My previous novels stay with the family-saga theme; they’re a blend of rural and city, business and countryside, with the family dynamic central to the story line. I think my sequels (Palomino Sky and Dark Water) have steered away slightly from the original genre by bringing in a grittier thread as both books feature crime and some suspense.
- Your fiction has a very contemporary setting, how much of your novels, especially people and places, is based on personal experience?
The places are real, they do exist! I think the characters are a cocktail of people I’ve encountered in my life. As a writer we tend to draw on experience whether consciously or not. Oh, and that goes for the horses and dogs too.
I moved from Cheshire to Snowdonia, North Wales, about fifteen years ago and it kick-started my writing in a big way.

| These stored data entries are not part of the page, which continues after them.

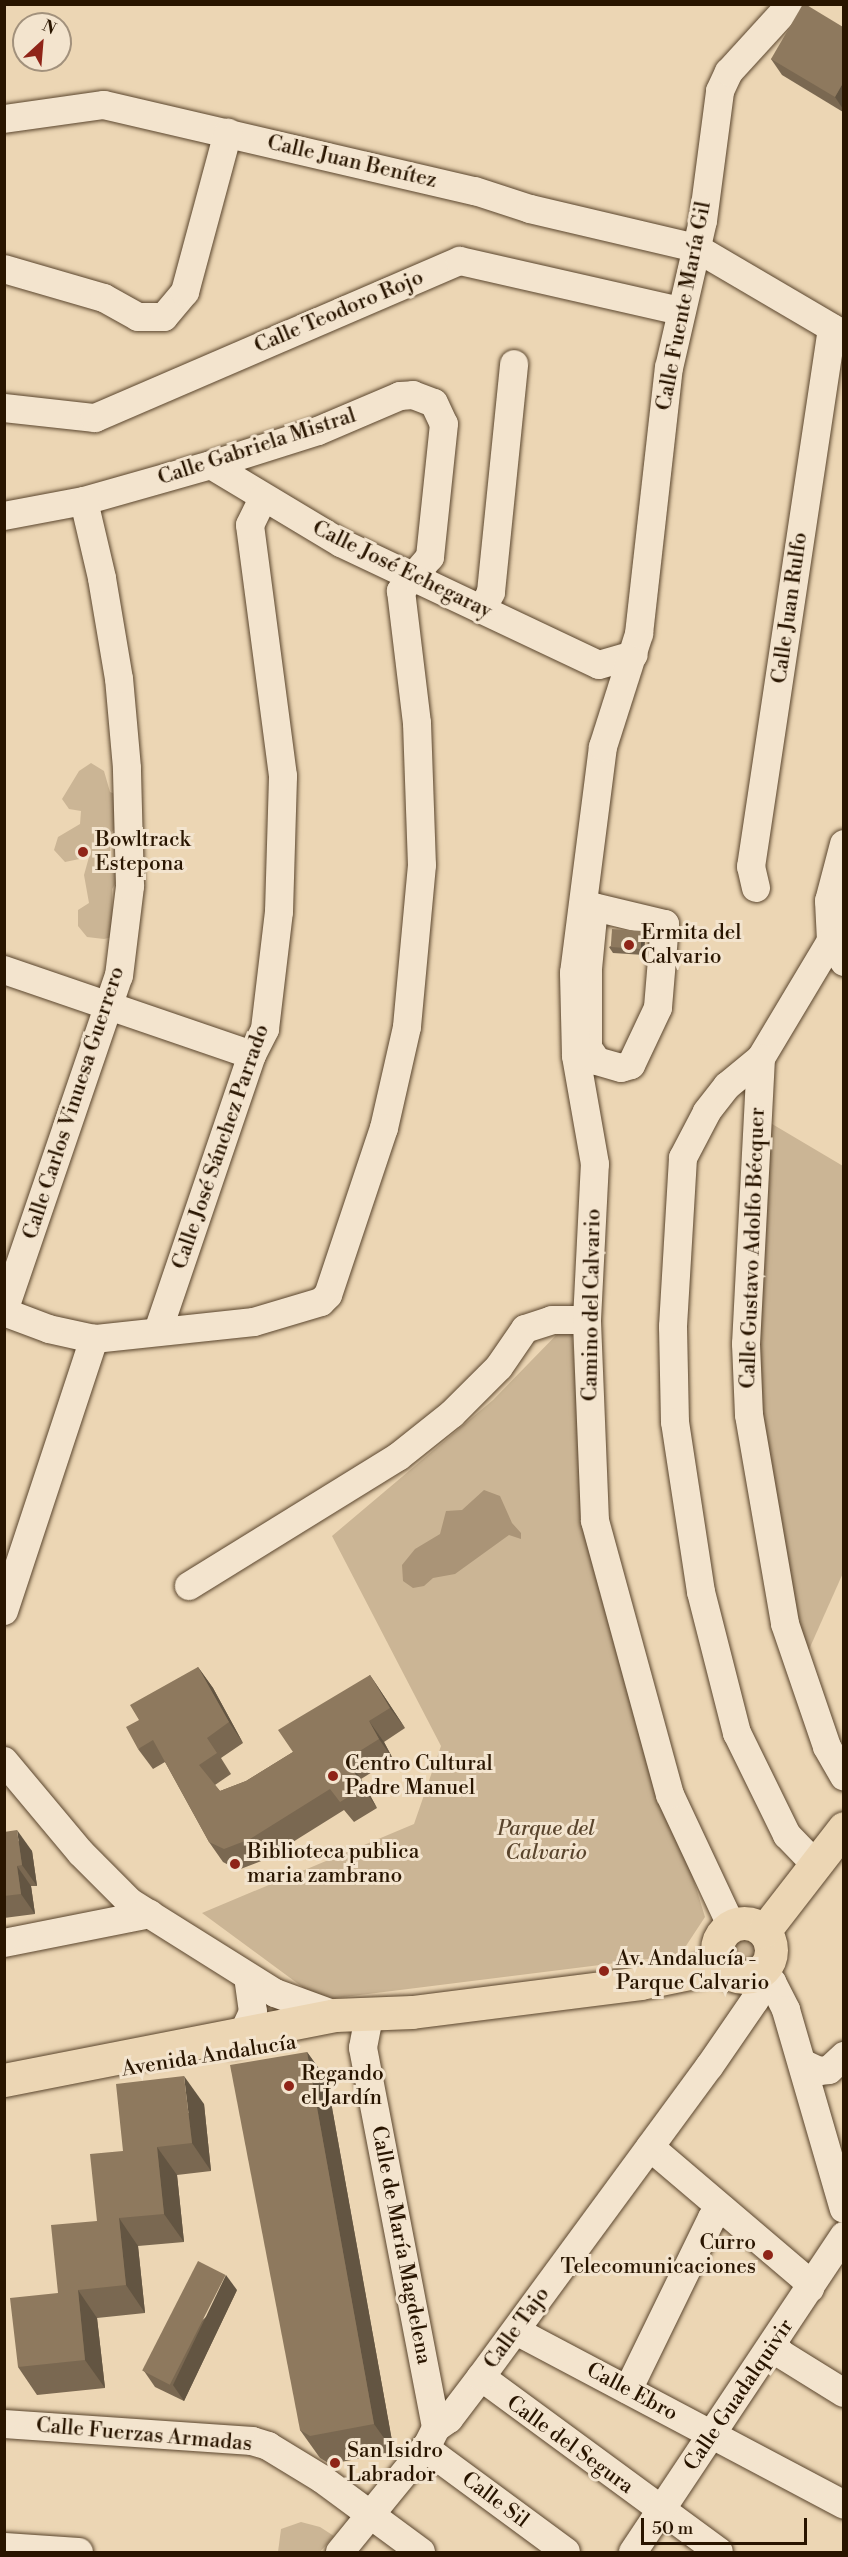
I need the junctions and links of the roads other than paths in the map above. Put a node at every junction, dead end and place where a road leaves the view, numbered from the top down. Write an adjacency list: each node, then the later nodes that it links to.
1 (791, 4): 4 (street, Calle Fuente María Gil)
2 (4, 119): 3 (street, Calle Juan Benítez)
3 (228, 133): 4 (street, Calle Juan Benítez); 5 (street)
4 (696, 248): 6 (street, Calle Fuente María Gil); 7 (street, Calle Juan Benítez)
5 (4, 269)
6 (680, 311): 9 (street, Calle Teodoro Rojo); 16 (street, Calle Fuente María Gil)
7 (838, 332): 20 (street, Calle Juan Rulfo)
8 (514, 364): 15 (street)
9 (4, 408)
10 (211, 465): 11 (street, Calle José Echegaray); 12 (street, Calle Gabriela Mistral); 14 (street, Calle Gabriela Mistral)
11 (263, 498): 14 (street, Calle José Echegaray); 25 (street, Calle José Sánchez Parrado)
12 (84, 501): 13 (street, Calle Gabriela Mistral); 24 (street, Calle Carlos Vinuesa Guerrero)
13 (4, 516)
14 (414, 577): 15 (street, Calle José Echegaray); 29 (street, Calle Gabriela Mistral)
15 (482, 610): 17 (street, Calle José Echegaray)
16 (634, 655): 17 (street); 18 (street, Calle Fuente María Gil)
17 (599, 665): 18 (street)
18 (617, 703): 28 (street, Camino del Calvario)
19 (843, 844): 22 (street)
20 (756, 888)
21 (594, 907): 21 (street)
22 (837, 951): 26 (street, Calle Gustavo Adolfo Bécquer)
23 (4, 970): 24 (street)
24 (108, 1005): 25 (street); 27 (street, Calle Carlos Vinuesa Guerrero)
25 (252, 1055): 29 (street, Calle José Sánchez Parrado)
26 (761, 1058): 34 (street, Calle Gustavo Adolfo Bécquer); 36 (street)
27 (4, 1311): 30 (street, Calle Gabriela Mistral)
28 (587, 1320): 31 (street); 39 (street, Camino del Calvario)
29 (158, 1331): 30 (street, Calle Gabriela Mistral)
30 (94, 1339): 32 (street)
31 (189, 1586)
32 (4, 1611)
33 (4, 1761): 37 (street)
34 (843, 1777)
35 (843, 1828): 36 (main road)
36 (816, 1865): 40 (main road)
37 (140, 1908): 38 (street); 41 (street); 44 (street)
38 (4, 1924)
39 (730, 1925): 40 (main road); 42 (main road)
40 (764, 1931): 43 (main road)
41 (4, 1943)
42 (719, 1961): 43 (main road); 45 (main road, Avenida Andalucía)
43 (757, 1973): 51 (street); 54 (street, Calle Tajo)
44 (248, 1978): 46 (street); 48 (street)
45 (412, 2012): 46 (main road, Avenida Andalucía); 47 (main road, Avenida Andalucía)
46 (335, 2015): 48 (main road, Avenida Andalucía)
47 (367, 2027): 50 (main road, Avenida Andalucía); 61 (street, Calle de María Magdelena)
48 (246, 2032): 50 (street); 52 (main road, Avenida Andalucía)
49 (843, 2056): 51 (street)
50 (196, 2058): 53 (main road, Avenida Andalucía)
51 (804, 2064): 55 (street)
52 (4, 2080)
53 (4, 2092)
54 (650, 2147): 56 (street); 59 (street, Calle Tajo)
55 (843, 2209)
56 (723, 2210): 58 (street); 63 (street)
57 (843, 2236): 58 (street, Calle Guadalquivir)
58 (810, 2288): 60 (street, Calle Guadalquivir)
59 (516, 2331): 62 (street, Calle Tajo); 63 (street, Calle Ebro)
60 (774, 2344): 64 (street); 66 (street, Calle Guadalquivir)
61 (423, 2362): 62 (street); 67 (street, Calle de María Magdelena)
62 (482, 2377): 67 (street, Calle Tajo); 69 (street, Calle del Segura)
63 (628, 2390): 66 (street, Calle Ebro)
64 (843, 2393)
65 (4, 2424): 70 (street, Calle Fuerzas Armadas)
66 (713, 2435): 68 (street, Calle Ebro); 69 (street, Calle Guadalquivir)
67 (431, 2438): 70 (street, Calle Tajo); 75 (street, Calle Sil)
68 (843, 2505)
69 (662, 2511): 76 (street, Calle Guadalquivir); 77 (street, Calle del Segura)
70 (370, 2516): 73 (street, Calle Tajo); 74 (street, Calle Fuerzas Armadas)
71 (4, 2547): 72 (street)
72 (79, 2553)
73 (340, 2553)
74 (421, 2553)
75 (566, 2553)
76 (633, 2553)
77 (719, 2553)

I love the landscape here and use it almost as a character in its own right.
- I know you’re working on part three of the series, when will it be published? What can you tell us about it? Is it the end of the series?
I’m currently writing part three of the Wild Water series, Silent Water and yes, the end of that series. I think three is enough where the main plot line revolves around two characters coming together. I’ve read series where they’ve become too lightweight and watered down even by book two, or the original characters are forgotten and new ones take their place; sons and daughters of…etc. I don’t want to do that. I want to keep the three books tight and rich with story. Part three of the Midnight series will be Strawberry Sky… I do think there’s a lot more to come with James and Laura, Jess and Sam, Pete and Maggie. Their story isn’t quite complete. I’m hoping to start this one next year.
Silent Water will be published spring/early summer.
- What are you planning on writing after the Midnight Sky Series?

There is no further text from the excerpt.